* **ACTION ITEM**:
The count of lines below that include the string "every" is the whole answer; write it alone.

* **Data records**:
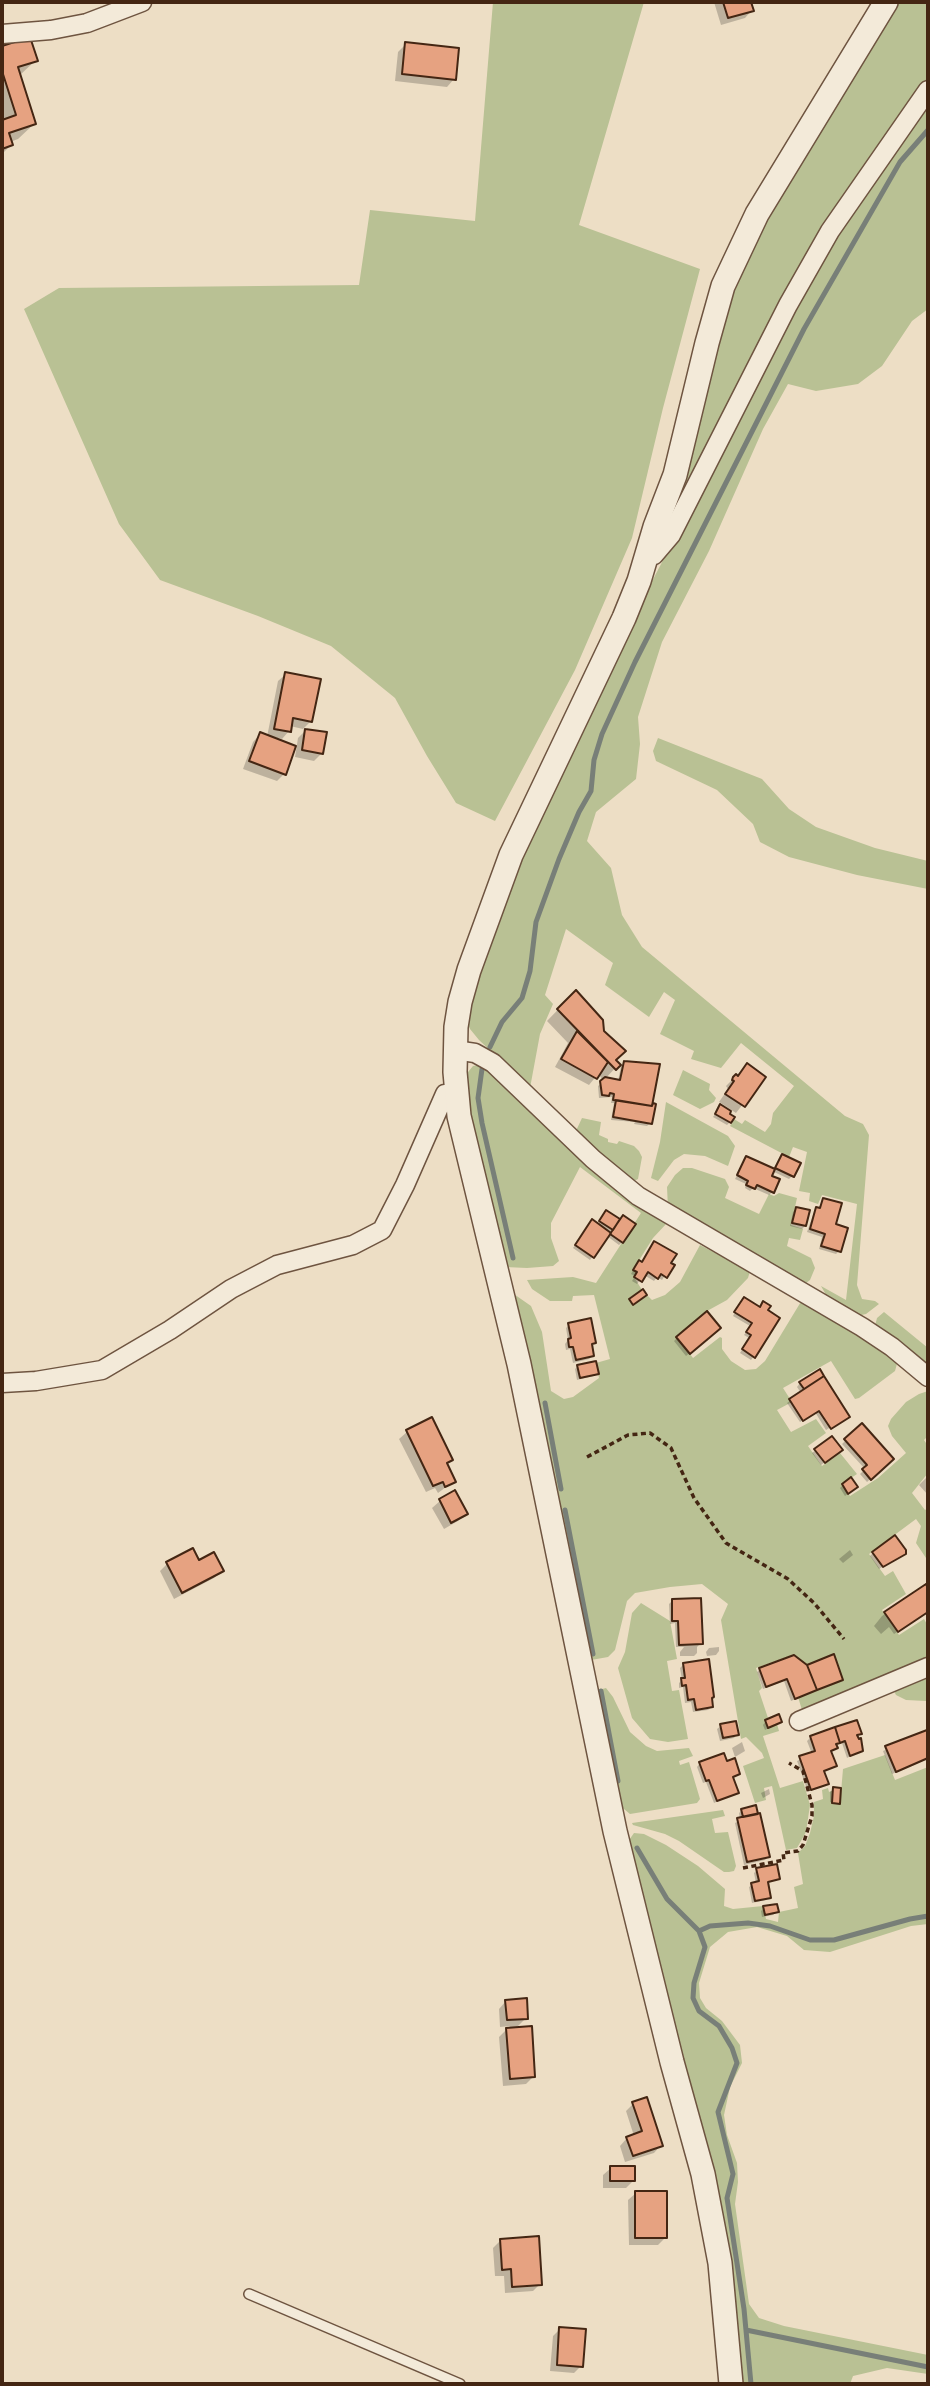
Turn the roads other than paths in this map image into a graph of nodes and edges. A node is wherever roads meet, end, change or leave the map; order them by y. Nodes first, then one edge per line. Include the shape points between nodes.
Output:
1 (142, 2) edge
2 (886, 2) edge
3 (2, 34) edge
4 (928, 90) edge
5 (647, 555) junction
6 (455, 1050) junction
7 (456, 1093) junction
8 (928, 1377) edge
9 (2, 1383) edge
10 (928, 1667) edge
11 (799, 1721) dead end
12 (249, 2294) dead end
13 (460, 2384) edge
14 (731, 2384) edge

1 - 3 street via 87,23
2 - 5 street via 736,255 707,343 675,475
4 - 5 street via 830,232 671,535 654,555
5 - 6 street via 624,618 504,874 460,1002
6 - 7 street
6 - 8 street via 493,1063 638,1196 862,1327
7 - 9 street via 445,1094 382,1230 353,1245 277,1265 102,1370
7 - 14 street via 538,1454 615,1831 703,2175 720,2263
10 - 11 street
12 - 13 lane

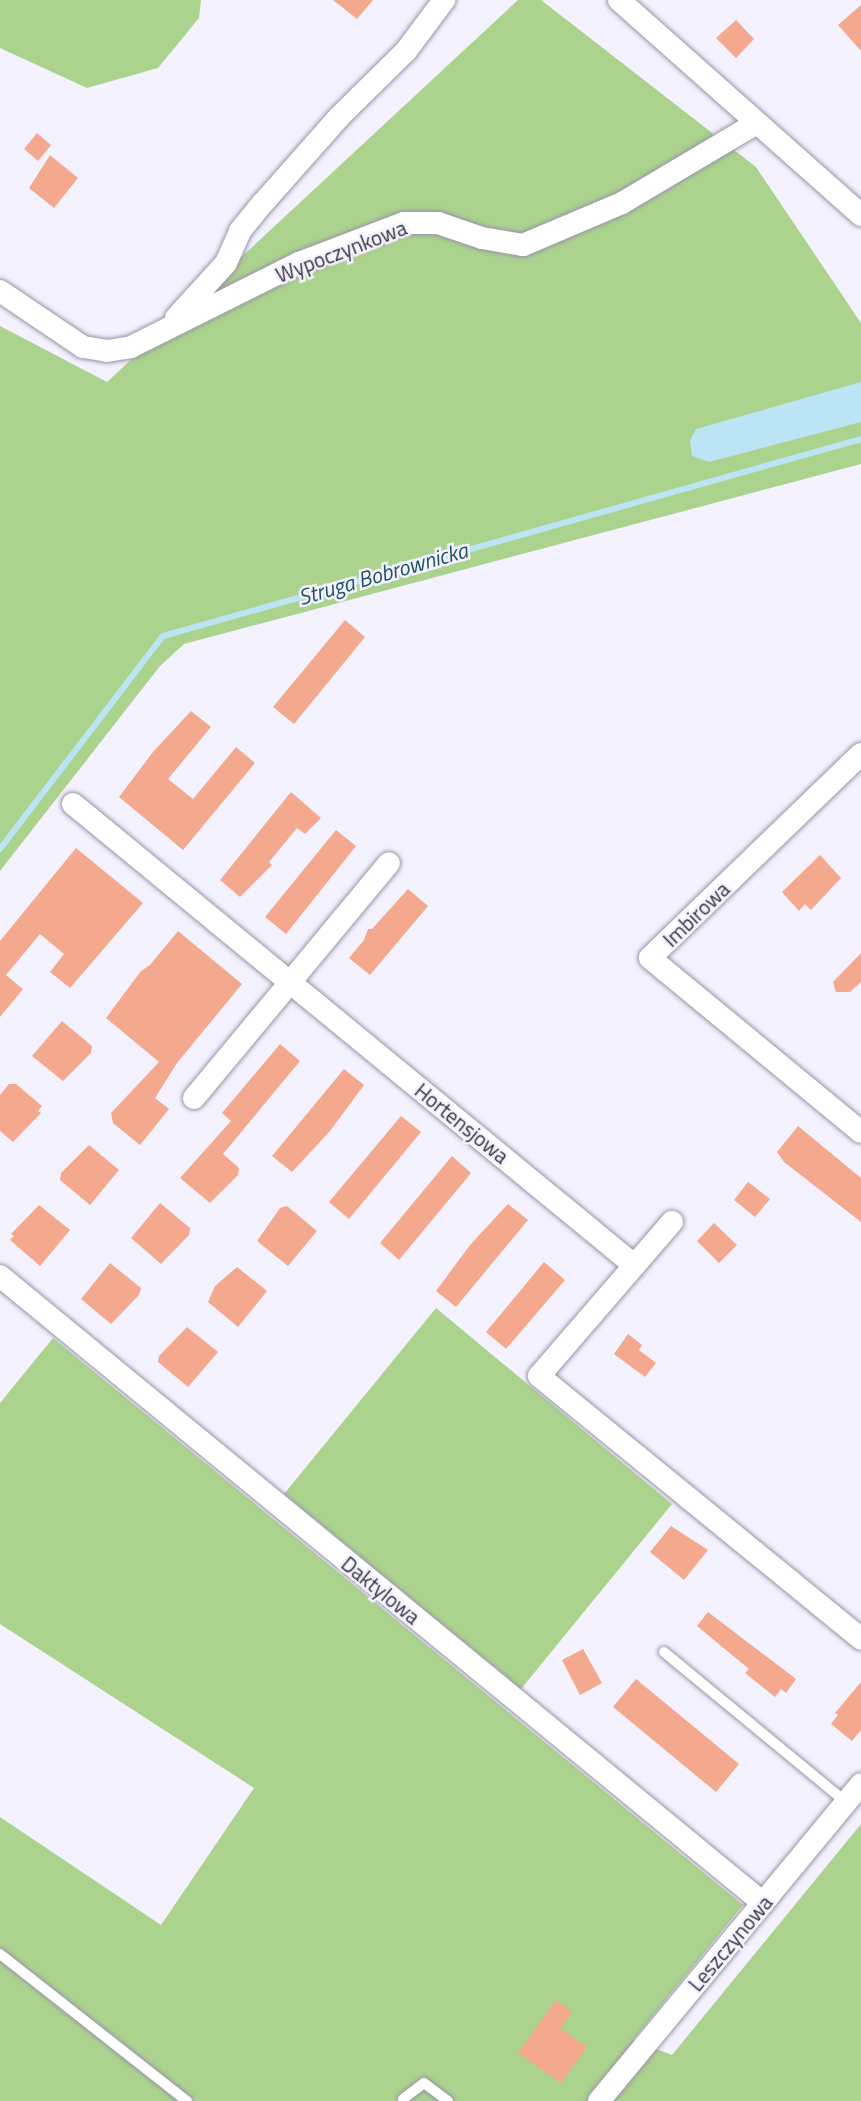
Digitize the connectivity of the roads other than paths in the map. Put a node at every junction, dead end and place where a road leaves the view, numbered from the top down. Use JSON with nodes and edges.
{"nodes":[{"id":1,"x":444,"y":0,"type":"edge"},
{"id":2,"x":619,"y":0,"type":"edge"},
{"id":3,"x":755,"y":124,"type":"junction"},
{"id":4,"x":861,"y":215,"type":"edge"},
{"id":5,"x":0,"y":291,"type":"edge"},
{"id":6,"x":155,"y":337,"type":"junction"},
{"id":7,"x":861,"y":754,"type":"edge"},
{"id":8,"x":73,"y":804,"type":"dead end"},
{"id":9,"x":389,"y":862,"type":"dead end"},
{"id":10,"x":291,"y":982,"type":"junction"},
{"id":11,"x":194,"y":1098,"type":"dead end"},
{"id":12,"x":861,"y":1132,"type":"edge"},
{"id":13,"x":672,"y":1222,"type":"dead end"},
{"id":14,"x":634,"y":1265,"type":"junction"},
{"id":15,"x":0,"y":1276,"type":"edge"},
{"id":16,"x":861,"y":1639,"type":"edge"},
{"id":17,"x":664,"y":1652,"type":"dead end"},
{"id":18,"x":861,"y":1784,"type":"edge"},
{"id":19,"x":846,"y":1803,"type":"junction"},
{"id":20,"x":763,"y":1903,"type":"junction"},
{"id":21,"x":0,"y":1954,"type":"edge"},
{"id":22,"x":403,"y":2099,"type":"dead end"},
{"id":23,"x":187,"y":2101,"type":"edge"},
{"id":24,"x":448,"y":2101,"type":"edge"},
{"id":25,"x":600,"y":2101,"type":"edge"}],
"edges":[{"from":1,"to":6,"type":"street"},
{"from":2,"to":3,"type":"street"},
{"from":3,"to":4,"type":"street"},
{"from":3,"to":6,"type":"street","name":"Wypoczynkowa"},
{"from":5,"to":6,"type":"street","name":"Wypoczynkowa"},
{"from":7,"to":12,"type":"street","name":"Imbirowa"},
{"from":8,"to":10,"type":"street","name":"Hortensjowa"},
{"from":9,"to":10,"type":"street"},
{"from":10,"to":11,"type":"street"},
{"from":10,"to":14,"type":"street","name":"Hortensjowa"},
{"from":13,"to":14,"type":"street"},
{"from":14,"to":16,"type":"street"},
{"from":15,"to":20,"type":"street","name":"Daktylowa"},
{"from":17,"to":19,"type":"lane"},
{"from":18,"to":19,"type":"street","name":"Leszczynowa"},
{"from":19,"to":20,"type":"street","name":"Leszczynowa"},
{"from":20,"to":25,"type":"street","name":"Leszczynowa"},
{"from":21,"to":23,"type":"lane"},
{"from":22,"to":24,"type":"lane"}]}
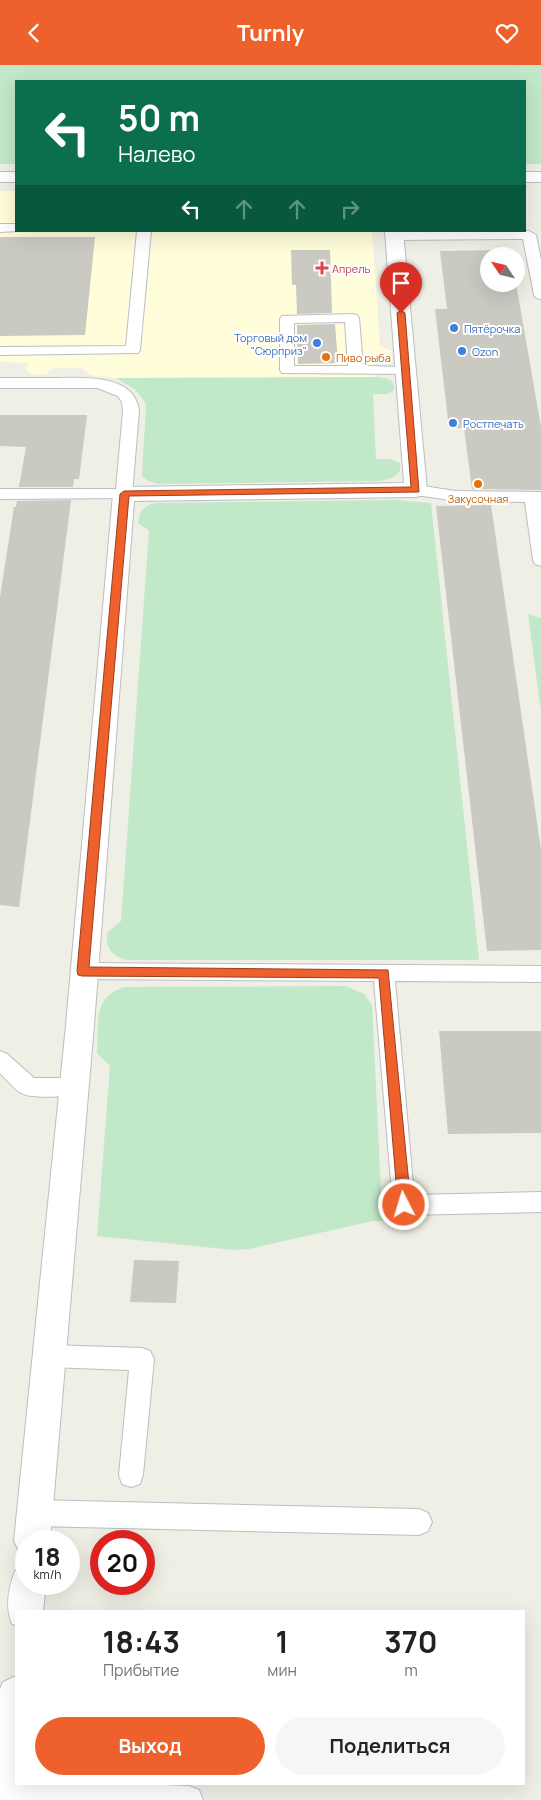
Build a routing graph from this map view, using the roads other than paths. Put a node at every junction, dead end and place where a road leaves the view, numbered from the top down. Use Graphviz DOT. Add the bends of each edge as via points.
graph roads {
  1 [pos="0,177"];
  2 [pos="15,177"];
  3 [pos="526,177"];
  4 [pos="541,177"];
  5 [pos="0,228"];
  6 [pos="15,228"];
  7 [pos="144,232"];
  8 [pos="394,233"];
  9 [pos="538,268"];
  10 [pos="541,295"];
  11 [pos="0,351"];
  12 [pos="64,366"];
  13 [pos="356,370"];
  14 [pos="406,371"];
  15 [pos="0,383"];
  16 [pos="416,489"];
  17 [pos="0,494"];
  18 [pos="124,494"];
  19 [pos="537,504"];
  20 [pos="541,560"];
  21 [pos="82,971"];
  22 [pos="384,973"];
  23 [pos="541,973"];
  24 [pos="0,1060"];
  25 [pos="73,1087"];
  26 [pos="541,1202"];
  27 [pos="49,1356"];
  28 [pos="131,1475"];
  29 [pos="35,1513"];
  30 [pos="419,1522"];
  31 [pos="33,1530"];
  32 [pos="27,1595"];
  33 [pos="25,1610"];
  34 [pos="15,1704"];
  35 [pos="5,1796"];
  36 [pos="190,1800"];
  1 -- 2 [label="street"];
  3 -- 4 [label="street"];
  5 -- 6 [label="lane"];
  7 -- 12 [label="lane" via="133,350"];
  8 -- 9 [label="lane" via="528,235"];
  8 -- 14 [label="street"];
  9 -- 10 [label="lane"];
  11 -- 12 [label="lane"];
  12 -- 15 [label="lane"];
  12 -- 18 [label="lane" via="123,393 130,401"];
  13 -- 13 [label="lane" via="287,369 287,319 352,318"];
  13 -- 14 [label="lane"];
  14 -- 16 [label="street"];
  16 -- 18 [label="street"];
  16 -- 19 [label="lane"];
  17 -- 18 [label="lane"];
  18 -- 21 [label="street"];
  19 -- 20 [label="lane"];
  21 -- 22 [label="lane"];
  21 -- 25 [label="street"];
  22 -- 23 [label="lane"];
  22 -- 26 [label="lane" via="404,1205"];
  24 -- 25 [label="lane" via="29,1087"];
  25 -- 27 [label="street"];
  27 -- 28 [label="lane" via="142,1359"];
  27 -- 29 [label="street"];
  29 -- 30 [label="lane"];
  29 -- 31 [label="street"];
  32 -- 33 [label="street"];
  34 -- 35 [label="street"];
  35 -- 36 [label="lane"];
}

* **ANSWER TO THIS TASK**:
2